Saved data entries
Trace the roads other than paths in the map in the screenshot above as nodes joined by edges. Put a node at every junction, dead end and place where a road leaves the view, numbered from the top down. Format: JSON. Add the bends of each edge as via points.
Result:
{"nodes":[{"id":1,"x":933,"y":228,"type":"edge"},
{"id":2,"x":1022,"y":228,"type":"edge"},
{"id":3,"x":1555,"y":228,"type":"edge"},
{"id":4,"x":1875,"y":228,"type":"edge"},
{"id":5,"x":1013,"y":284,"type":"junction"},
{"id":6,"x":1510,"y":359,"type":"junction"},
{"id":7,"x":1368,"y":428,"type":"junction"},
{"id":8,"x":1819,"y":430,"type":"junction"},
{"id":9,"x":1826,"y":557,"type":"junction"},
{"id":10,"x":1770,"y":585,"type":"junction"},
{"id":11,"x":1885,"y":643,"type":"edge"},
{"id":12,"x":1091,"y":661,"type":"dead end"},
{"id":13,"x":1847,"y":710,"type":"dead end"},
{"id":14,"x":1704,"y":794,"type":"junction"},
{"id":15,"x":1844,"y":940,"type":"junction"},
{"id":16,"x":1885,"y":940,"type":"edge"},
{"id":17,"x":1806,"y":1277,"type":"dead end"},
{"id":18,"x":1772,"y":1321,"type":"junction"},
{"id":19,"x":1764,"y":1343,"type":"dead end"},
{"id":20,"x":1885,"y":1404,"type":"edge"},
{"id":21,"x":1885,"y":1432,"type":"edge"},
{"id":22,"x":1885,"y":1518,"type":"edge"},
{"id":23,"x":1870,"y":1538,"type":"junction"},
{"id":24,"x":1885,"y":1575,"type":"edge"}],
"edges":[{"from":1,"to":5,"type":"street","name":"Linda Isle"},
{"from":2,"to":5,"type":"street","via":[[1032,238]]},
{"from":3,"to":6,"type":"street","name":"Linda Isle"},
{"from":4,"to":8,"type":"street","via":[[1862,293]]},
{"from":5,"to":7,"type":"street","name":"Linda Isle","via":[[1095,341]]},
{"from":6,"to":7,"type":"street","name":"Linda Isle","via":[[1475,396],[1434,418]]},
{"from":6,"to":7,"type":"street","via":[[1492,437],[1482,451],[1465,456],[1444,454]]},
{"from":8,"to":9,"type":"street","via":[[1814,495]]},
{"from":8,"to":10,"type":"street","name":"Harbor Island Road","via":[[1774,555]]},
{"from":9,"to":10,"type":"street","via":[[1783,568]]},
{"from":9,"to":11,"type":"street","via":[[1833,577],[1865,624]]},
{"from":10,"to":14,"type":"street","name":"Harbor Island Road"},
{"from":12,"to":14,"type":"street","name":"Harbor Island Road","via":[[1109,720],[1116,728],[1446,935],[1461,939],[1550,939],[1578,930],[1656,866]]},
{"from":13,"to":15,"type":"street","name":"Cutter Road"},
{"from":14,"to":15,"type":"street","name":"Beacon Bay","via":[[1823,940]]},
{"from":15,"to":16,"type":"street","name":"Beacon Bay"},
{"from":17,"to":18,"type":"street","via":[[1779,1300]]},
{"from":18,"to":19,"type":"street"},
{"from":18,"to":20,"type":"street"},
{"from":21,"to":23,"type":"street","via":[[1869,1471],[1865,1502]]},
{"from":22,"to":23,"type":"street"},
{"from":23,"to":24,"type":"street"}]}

Task to carry out
Would you transcribe the records above exactly, leaving nothing out?

Task result
Trace the roads other than paths in the map in the screenshot above as nodes joined by edges. Put a node at every junction, dead end and place where a road leaves the view, numbered from the top down. Format: JSON. Add the bends of each edge as via points.
Result:
{"nodes":[{"id":1,"x":933,"y":228,"type":"edge"},
{"id":2,"x":1022,"y":228,"type":"edge"},
{"id":3,"x":1555,"y":228,"type":"edge"},
{"id":4,"x":1875,"y":228,"type":"edge"},
{"id":5,"x":1013,"y":284,"type":"junction"},
{"id":6,"x":1510,"y":359,"type":"junction"},
{"id":7,"x":1368,"y":428,"type":"junction"},
{"id":8,"x":1819,"y":430,"type":"junction"},
{"id":9,"x":1826,"y":557,"type":"junction"},
{"id":10,"x":1770,"y":585,"type":"junction"},
{"id":11,"x":1885,"y":643,"type":"edge"},
{"id":12,"x":1091,"y":661,"type":"dead end"},
{"id":13,"x":1847,"y":710,"type":"dead end"},
{"id":14,"x":1704,"y":794,"type":"junction"},
{"id":15,"x":1844,"y":940,"type":"junction"},
{"id":16,"x":1885,"y":940,"type":"edge"},
{"id":17,"x":1806,"y":1277,"type":"dead end"},
{"id":18,"x":1772,"y":1321,"type":"junction"},
{"id":19,"x":1764,"y":1343,"type":"dead end"},
{"id":20,"x":1885,"y":1404,"type":"edge"},
{"id":21,"x":1885,"y":1432,"type":"edge"},
{"id":22,"x":1885,"y":1518,"type":"edge"},
{"id":23,"x":1870,"y":1538,"type":"junction"},
{"id":24,"x":1885,"y":1575,"type":"edge"}],
"edges":[{"from":1,"to":5,"type":"street","name":"Linda Isle"},
{"from":2,"to":5,"type":"street","via":[[1032,238]]},
{"from":3,"to":6,"type":"street","name":"Linda Isle"},
{"from":4,"to":8,"type":"street","via":[[1862,293]]},
{"from":5,"to":7,"type":"street","name":"Linda Isle","via":[[1095,341]]},
{"from":6,"to":7,"type":"street","name":"Linda Isle","via":[[1475,396],[1434,418]]},
{"from":6,"to":7,"type":"street","via":[[1492,437],[1482,451],[1465,456],[1444,454]]},
{"from":8,"to":9,"type":"street","via":[[1814,495]]},
{"from":8,"to":10,"type":"street","name":"Harbor Island Road","via":[[1774,555]]},
{"from":9,"to":10,"type":"street","via":[[1783,568]]},
{"from":9,"to":11,"type":"street","via":[[1833,577],[1865,624]]},
{"from":10,"to":14,"type":"street","name":"Harbor Island Road"},
{"from":12,"to":14,"type":"street","name":"Harbor Island Road","via":[[1109,720],[1116,728],[1446,935],[1461,939],[1550,939],[1578,930],[1656,866]]},
{"from":13,"to":15,"type":"street","name":"Cutter Road"},
{"from":14,"to":15,"type":"street","name":"Beacon Bay","via":[[1823,940]]},
{"from":15,"to":16,"type":"street","name":"Beacon Bay"},
{"from":17,"to":18,"type":"street","via":[[1779,1300]]},
{"from":18,"to":19,"type":"street"},
{"from":18,"to":20,"type":"street"},
{"from":21,"to":23,"type":"street","via":[[1869,1471],[1865,1502]]},
{"from":22,"to":23,"type":"street"},
{"from":23,"to":24,"type":"street"}]}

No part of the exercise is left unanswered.